I was realio trulio trying to stay away from politics during this blessed Advent season. You know, trying to keep some kind of sane center in an already busy and potentially difficult time of year. Pushing children through midterms and school work with crazed dashes for the acquisition of All The Presents should be enough to keep anyone’s mind occupied. Add in some spiritual shellac of the baby Jesus and we should be good to go.
But, you know, the world doesn’t stop its madness even for a moment. Reporters gotta report. Terrorists gotta terrorize. Crazies gotta crazy. (Too much? Sorry. I’ll stop.) In this case there is the convergence on Twitter of One, another car randomly driving itself into a group of people uncontrolled by anyone certainly not…, see, I can’t even say it. Two, this sycophantic hagiography of the gods of this age. Three, to show us where we really are as Christians, this further damning piece about how much Christians read their bibles. And finally Four, the news that other Christians are angry with Russell Moore. Why so angry? Because he’s not enamored with Trump. He said some obvious things about Trump, like, He’s Not A Good Man. But we can’t say that any more, just like we can’t say that a little girl holding a pink balloon at a Shout Your Abortion party is completely incoherent, and one might say, ironic. And we can’t say the words Islamic Terrorism. And we can’t say anything about Race At All. But we can get on Twitter and say #thatswhywehaveTrump. We can say things now, but not that Trump is not a paragon of virtue and totes born again.
I was able this last week to read a really long and fascinating chapter of a book. Don’t know what the book was about but the chapter was an account of the unfolding of the civil rights movement, and the years after. I read it, frankly, enraptured, because I don’t know enough about anything, certainly not America after George Washington (I’m a missionary kid, we moved a lot, stop yelling at me.) In the course of reading this article I learned again a deep and abiding home truth. Ready?
Humanity is Evil. (That’s obvious.) But even more, Humanity is Evil even when we’re trying to do good.
So, example number one. Prohibition. Prohibition’s a pretty good idea, right? I mean, let’s help the world not be so drunken.
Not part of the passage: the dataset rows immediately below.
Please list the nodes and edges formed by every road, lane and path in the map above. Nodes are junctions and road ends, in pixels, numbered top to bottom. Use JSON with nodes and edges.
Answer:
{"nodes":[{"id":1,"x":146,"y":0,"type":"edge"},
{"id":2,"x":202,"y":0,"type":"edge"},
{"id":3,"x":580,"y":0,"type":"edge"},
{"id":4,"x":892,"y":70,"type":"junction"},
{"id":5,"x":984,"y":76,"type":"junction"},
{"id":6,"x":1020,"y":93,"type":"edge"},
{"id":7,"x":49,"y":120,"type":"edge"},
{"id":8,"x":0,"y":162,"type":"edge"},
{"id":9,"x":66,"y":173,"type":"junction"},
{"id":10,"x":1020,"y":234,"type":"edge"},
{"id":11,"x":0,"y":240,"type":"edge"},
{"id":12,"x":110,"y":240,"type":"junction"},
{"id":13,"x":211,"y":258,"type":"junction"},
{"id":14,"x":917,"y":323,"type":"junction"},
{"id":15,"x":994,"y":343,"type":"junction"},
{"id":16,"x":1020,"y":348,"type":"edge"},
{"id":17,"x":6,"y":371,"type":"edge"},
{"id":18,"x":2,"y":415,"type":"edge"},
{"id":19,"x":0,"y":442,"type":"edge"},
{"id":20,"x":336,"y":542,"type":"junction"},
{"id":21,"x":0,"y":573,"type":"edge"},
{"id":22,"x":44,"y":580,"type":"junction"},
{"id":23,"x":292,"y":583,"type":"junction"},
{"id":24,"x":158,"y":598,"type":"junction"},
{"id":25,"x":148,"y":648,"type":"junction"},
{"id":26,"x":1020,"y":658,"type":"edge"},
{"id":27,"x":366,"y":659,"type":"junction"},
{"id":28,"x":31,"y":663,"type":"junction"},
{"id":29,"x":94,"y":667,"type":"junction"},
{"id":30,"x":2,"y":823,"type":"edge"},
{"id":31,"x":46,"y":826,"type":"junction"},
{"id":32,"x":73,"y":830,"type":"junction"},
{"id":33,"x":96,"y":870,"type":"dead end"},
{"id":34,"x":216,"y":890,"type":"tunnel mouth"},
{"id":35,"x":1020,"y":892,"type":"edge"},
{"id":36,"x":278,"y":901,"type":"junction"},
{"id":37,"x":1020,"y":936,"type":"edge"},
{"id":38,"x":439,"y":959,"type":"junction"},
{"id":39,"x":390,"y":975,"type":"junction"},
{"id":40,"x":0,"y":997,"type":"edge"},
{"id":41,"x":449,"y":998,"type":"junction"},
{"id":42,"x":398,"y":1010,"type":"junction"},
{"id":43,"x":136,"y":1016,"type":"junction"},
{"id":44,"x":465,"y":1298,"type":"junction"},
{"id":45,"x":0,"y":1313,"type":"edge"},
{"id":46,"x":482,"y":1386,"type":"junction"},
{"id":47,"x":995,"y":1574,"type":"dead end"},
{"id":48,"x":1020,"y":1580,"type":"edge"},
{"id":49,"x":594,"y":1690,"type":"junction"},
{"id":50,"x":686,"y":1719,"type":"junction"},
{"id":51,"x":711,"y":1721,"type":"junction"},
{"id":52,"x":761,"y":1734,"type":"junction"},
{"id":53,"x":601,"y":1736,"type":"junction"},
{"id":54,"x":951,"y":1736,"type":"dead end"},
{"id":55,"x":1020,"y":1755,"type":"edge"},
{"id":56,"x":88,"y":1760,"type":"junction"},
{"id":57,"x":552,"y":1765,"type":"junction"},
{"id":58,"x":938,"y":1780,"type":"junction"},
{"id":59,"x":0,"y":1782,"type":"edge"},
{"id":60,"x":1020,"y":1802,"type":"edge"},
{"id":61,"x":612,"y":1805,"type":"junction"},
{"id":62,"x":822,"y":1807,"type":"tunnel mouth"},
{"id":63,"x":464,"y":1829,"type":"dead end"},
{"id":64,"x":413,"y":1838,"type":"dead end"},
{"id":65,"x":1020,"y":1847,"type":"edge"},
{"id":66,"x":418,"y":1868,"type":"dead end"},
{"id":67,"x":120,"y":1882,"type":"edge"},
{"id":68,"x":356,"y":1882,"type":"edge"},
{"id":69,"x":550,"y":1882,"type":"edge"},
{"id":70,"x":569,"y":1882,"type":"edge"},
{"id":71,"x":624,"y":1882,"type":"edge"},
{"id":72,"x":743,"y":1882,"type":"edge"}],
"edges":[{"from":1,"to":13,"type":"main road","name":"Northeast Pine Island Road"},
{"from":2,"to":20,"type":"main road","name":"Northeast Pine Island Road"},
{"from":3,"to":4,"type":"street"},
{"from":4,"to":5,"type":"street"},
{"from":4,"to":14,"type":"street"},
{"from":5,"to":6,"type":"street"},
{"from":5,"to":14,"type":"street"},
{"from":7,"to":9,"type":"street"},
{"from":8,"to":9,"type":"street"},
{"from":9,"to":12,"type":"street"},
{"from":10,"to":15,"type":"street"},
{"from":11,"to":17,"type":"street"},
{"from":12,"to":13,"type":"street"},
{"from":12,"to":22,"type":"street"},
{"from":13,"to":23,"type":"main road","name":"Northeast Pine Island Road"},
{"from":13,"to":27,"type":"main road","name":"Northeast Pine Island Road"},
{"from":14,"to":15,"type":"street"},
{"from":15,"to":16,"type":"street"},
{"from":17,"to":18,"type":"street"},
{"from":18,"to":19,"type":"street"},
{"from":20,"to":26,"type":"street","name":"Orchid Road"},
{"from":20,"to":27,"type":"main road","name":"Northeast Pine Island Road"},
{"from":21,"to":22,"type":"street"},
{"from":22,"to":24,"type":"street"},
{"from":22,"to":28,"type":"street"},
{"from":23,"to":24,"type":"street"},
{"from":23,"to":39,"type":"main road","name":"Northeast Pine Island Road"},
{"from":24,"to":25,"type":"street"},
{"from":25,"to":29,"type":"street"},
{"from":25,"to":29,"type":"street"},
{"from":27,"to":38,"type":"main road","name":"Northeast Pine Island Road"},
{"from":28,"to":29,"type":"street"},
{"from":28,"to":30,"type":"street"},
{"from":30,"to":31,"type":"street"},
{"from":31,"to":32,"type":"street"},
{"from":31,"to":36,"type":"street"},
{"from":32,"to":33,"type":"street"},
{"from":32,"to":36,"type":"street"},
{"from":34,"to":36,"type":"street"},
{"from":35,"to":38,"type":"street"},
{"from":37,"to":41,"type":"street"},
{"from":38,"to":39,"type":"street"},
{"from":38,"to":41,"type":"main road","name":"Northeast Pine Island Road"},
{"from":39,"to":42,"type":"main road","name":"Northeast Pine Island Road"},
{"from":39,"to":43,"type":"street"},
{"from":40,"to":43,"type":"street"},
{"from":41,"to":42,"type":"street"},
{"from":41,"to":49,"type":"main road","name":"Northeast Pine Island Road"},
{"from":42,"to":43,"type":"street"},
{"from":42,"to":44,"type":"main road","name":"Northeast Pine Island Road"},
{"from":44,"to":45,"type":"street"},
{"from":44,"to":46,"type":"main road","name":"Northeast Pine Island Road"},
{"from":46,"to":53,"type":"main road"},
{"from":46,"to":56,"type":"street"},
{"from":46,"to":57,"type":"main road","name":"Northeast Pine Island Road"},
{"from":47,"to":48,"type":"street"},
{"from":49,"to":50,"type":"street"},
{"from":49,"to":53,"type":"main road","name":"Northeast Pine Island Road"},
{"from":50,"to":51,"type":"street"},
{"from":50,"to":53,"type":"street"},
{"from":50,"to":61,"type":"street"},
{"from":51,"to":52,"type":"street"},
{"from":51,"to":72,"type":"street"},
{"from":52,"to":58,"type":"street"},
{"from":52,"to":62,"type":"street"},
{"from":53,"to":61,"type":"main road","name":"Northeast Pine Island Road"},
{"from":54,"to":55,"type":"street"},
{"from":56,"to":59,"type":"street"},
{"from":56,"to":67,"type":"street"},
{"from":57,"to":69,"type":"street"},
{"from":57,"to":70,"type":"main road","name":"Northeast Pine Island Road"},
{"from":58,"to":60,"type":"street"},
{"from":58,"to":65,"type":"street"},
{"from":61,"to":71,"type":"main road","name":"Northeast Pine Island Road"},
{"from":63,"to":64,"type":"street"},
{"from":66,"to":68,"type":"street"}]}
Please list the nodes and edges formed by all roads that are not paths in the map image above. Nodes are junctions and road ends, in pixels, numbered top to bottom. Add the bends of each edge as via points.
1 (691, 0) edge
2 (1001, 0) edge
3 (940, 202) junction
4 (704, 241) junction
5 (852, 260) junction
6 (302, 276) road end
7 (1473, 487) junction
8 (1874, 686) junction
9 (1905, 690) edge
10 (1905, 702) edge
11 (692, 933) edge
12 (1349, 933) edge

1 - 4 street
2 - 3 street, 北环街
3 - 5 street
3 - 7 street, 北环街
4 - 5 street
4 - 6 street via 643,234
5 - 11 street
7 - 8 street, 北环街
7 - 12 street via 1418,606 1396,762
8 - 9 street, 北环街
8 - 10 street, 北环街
But that single “good idea” thought up by people who I would bet five whole cents (which is the most I ever bet) were Trying to do a Good Thing, planted the fertile fields of the mafia and ultimately a super broken drinking culture in America. Show me an American and I’ll show you someone who is conflicted and guilty about drinking anything, but does it anyway, only with guilt, and maybe some stupidity.
Example number two. Beating back communism. Good right? So good. I’m so cool with this one. Except, well, Chiiinaaaaa. And well, we can’t exactly say we #nailed this one. American history is seriously complicated and broken because of this really good idea of not having communism.
Example number three. I going to go ahead and be brave and say Race. The civil rights movement was a Good Thing. But while it was going on the seeds were sown for the cultural destruction of the black community. Institutional racism and black genocide through abortion are a landscape we’ve come to live with, and in many cases, be fine with.
Example Number Four. Feminism. It’s a super good idea, isn’t it, for women to be equal? I mean, I think so. But shout your abortion? That’s evil. And yet, one followed on the other.
I could go on and talk about immigration and grocery store check out lines and clothing manufacturing and gay mirage and falalalal lalalala, but I think I’m making my point. We set out to do good, to do justice, to love mercy, but we ourselves are evil at the core and so the outcome of these Good Intentions is actually devastation and woe.
And that’s why doubling down, even though that is what we always do, is so tragically foolish. The icon of this, for me, is Trump. With a world broken by violence, injustice, economic trouble, religious anxiety, tidal wave level mental health issues, and everything in between, seeing and recognizing that Things Are Not As They Should Be, our “good idea” was to elect a man who looks just like us, who embodies American brokenness. And if you whisper gently, like the soft whisper of a butterfly, maybe this was a dumb idea, you get a shouty #THISISWHYWEHAVETRUMP. I mean, yes, I know it is. I’m agreeing with you. But of course I’m not agreeing with you.
And so, once again, I will turn so irritatingly to the gospel which is, as I’m sure you’ve heard (actually I’m not sure you’ve heard which is why I say it every day) is that Humanity Is Evil but that God Is Good. So good that he absorbs our evil in himself by taking our place and dying the death we should have endured. Our response to this information should be to fall on our faces in sackcloth and ashes. We should stop and say that we are sorry. That we understand that we are Unable to do good, even when we are trying to, and that we need God to intervene, to break in, to rescue us from the pit that we have so laboriously dug for ourselves. It’s the only way, even though we won’t try it.
And now back to the usual pre-Christmas madness. Pip pip.